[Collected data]
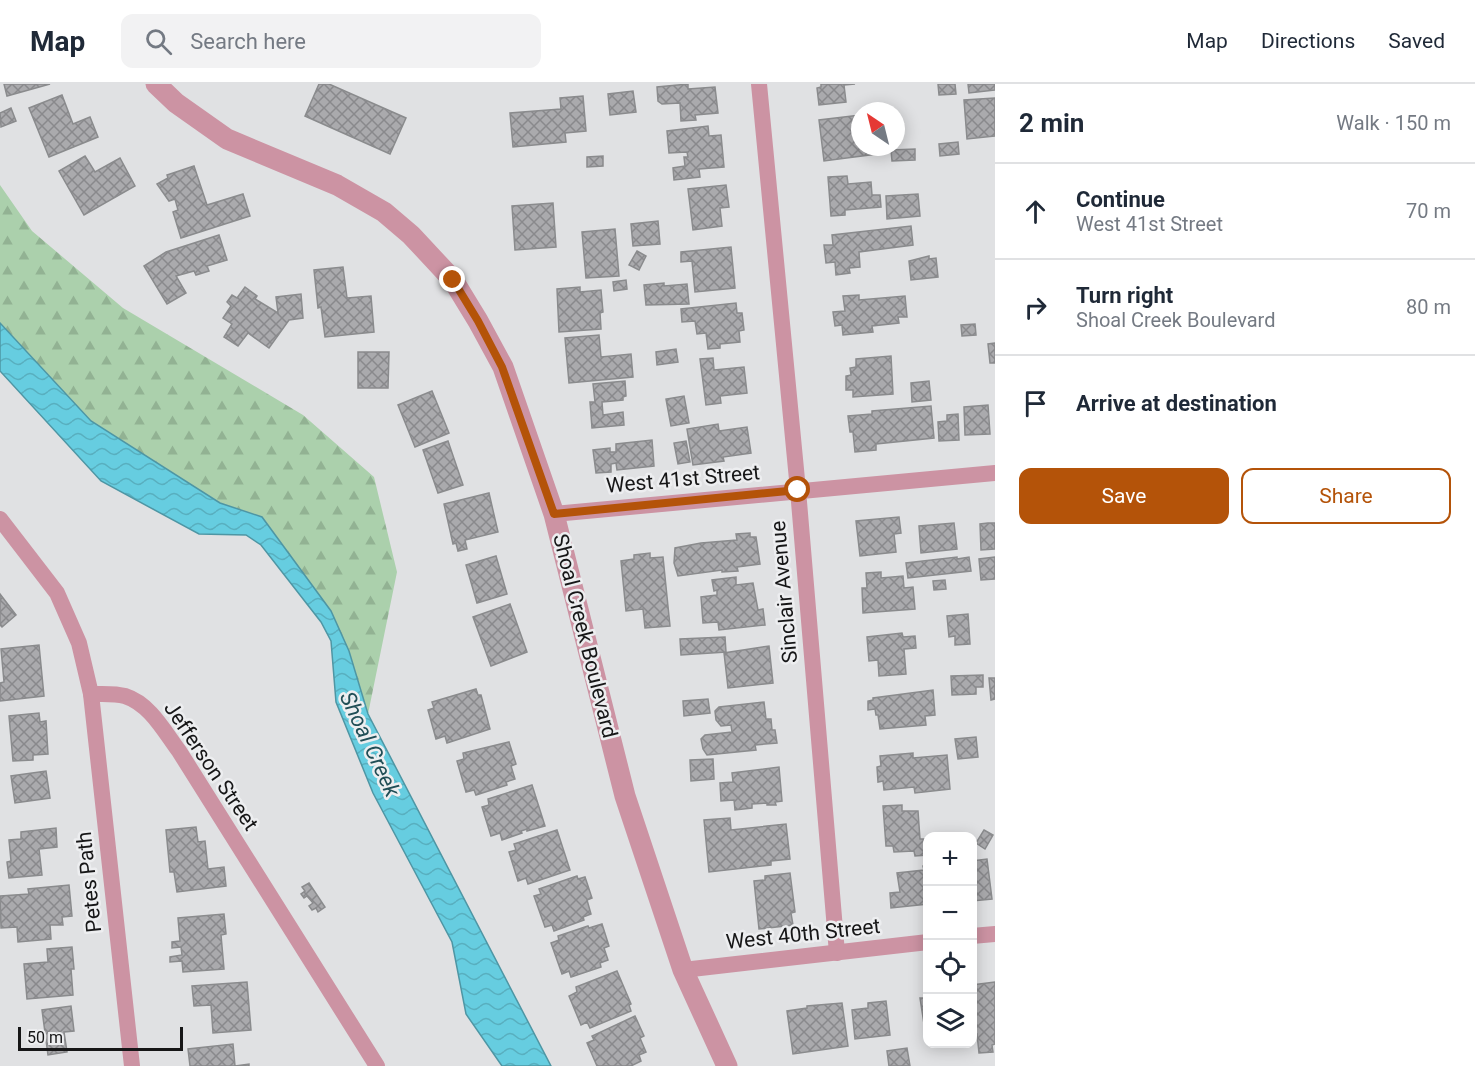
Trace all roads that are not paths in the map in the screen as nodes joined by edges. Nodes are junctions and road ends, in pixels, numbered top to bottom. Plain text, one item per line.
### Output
1 (156, 84) edge
2 (759, 84) edge
3 (995, 473) edge
4 (798, 490) junction
5 (554, 514) junction
6 (0, 519) edge
7 (91, 694) junction
8 (995, 934) edge
9 (977, 936) edge
10 (923, 942) edge
11 (837, 953) junction
12 (683, 970) junction
13 (132, 1066) edge
14 (377, 1066) edge
15 (727, 1066) edge

1 - 5 street, Shoal Creek Boulevard
2 - 4 street, Sinclair Avenue
3 - 4 street, West 41st Street
4 - 5 street, West 41st Street
4 - 11 street, Sinclair Avenue
5 - 12 street, Shoal Creek Boulevard
6 - 7 street
7 - 13 street, Petes Path
7 - 14 street, Jefferson Street
8 - 9 street
10 - 11 street, West 40th Street
11 - 12 street, West 40th Street
12 - 15 street, Shoal Creek Boulevard

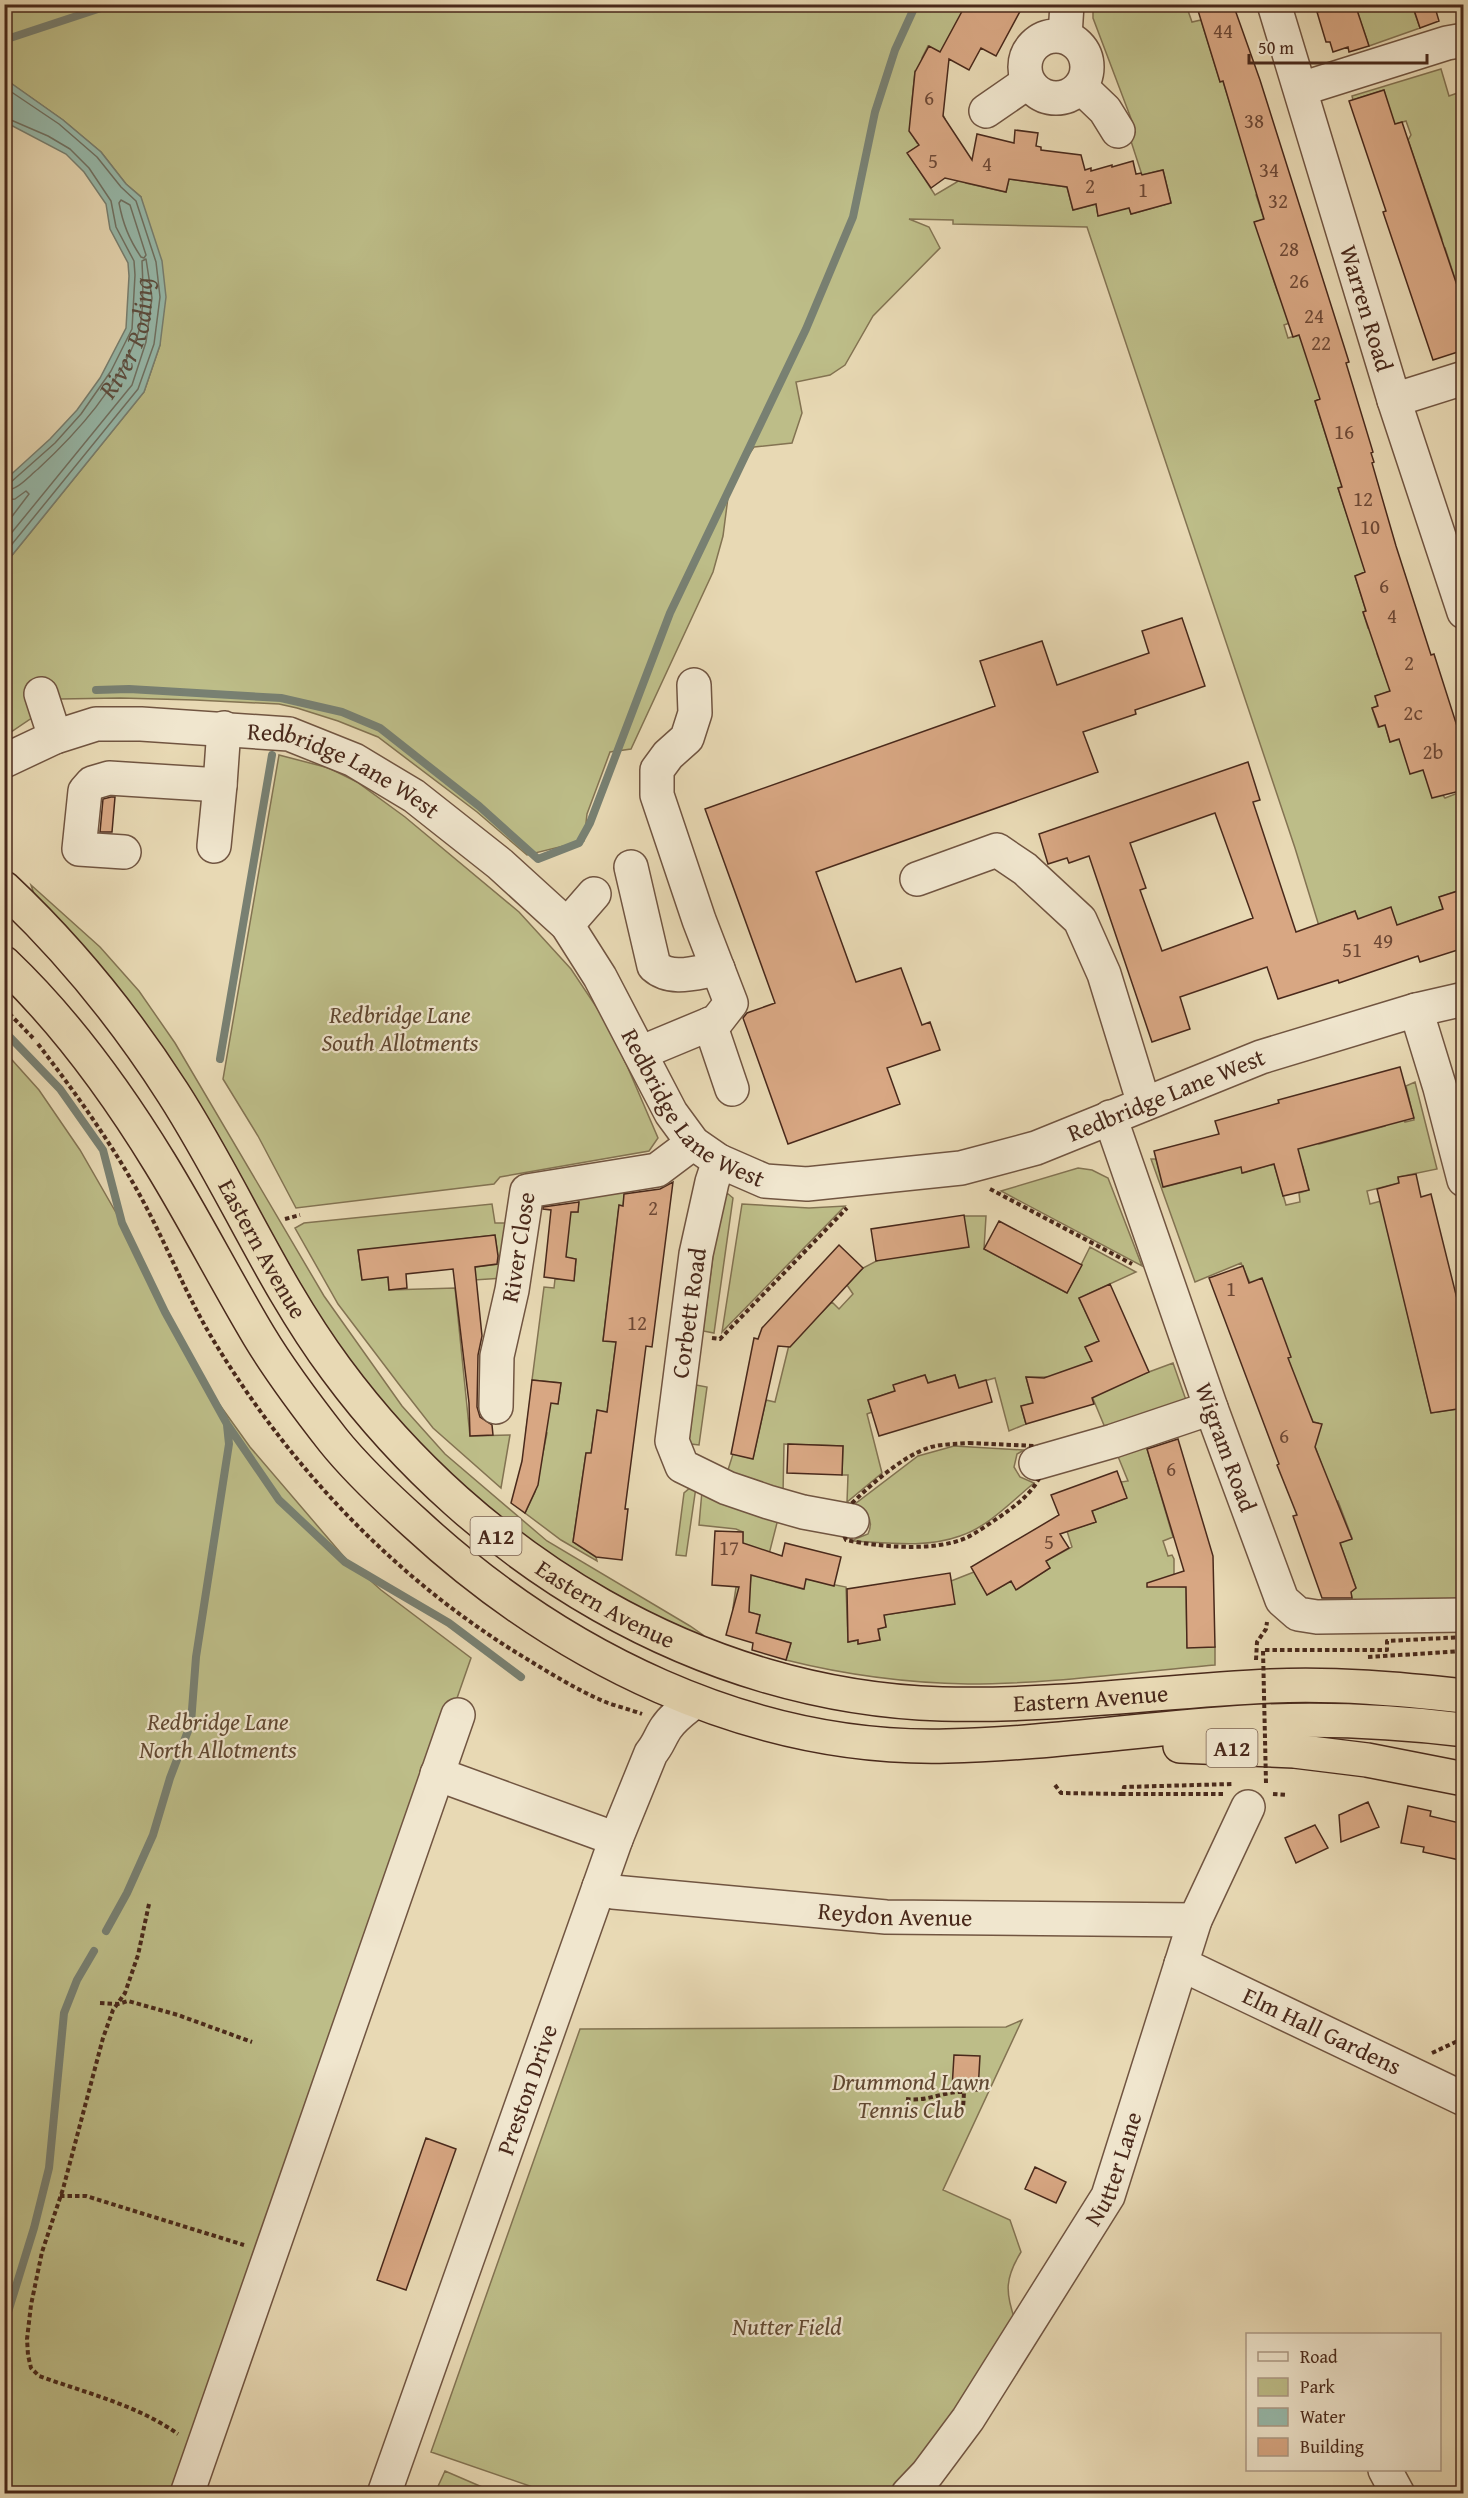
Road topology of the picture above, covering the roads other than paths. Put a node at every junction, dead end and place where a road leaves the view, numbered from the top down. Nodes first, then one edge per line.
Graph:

### [Exercise goal]
In the copy, include all records verbatim but no images.

### [Solution below]
Trace all roads that are not paths in the map in the screen as nodes joined by edges. Nodes are junctions and road ends, in pixels, numbered top to bottom. Plain text, one item per line.
### Output
1 (156, 84) edge
2 (759, 84) edge
3 (995, 473) edge
4 (798, 490) junction
5 (554, 514) junction
6 (0, 519) edge
7 (91, 694) junction
8 (995, 934) edge
9 (977, 936) edge
10 (923, 942) edge
11 (837, 953) junction
12 (683, 970) junction
13 (132, 1066) edge
14 (377, 1066) edge
15 (727, 1066) edge

1 - 5 street, Shoal Creek Boulevard
2 - 4 street, Sinclair Avenue
3 - 4 street, West 41st Street
4 - 5 street, West 41st Street
4 - 11 street, Sinclair Avenue
5 - 12 street, Shoal Creek Boulevard
6 - 7 street
7 - 13 street, Petes Path
7 - 14 street, Jefferson Street
8 - 9 street
10 - 11 street, West 40th Street
11 - 12 street, West 40th Street
12 - 15 street, Shoal Creek Boulevard

Road topology of the picture above, covering the roads other than paths. Put a node at every junction, dead end and place where a road leaves the view, numbered from the top down. Nodes first, then one edge per line.
Graph:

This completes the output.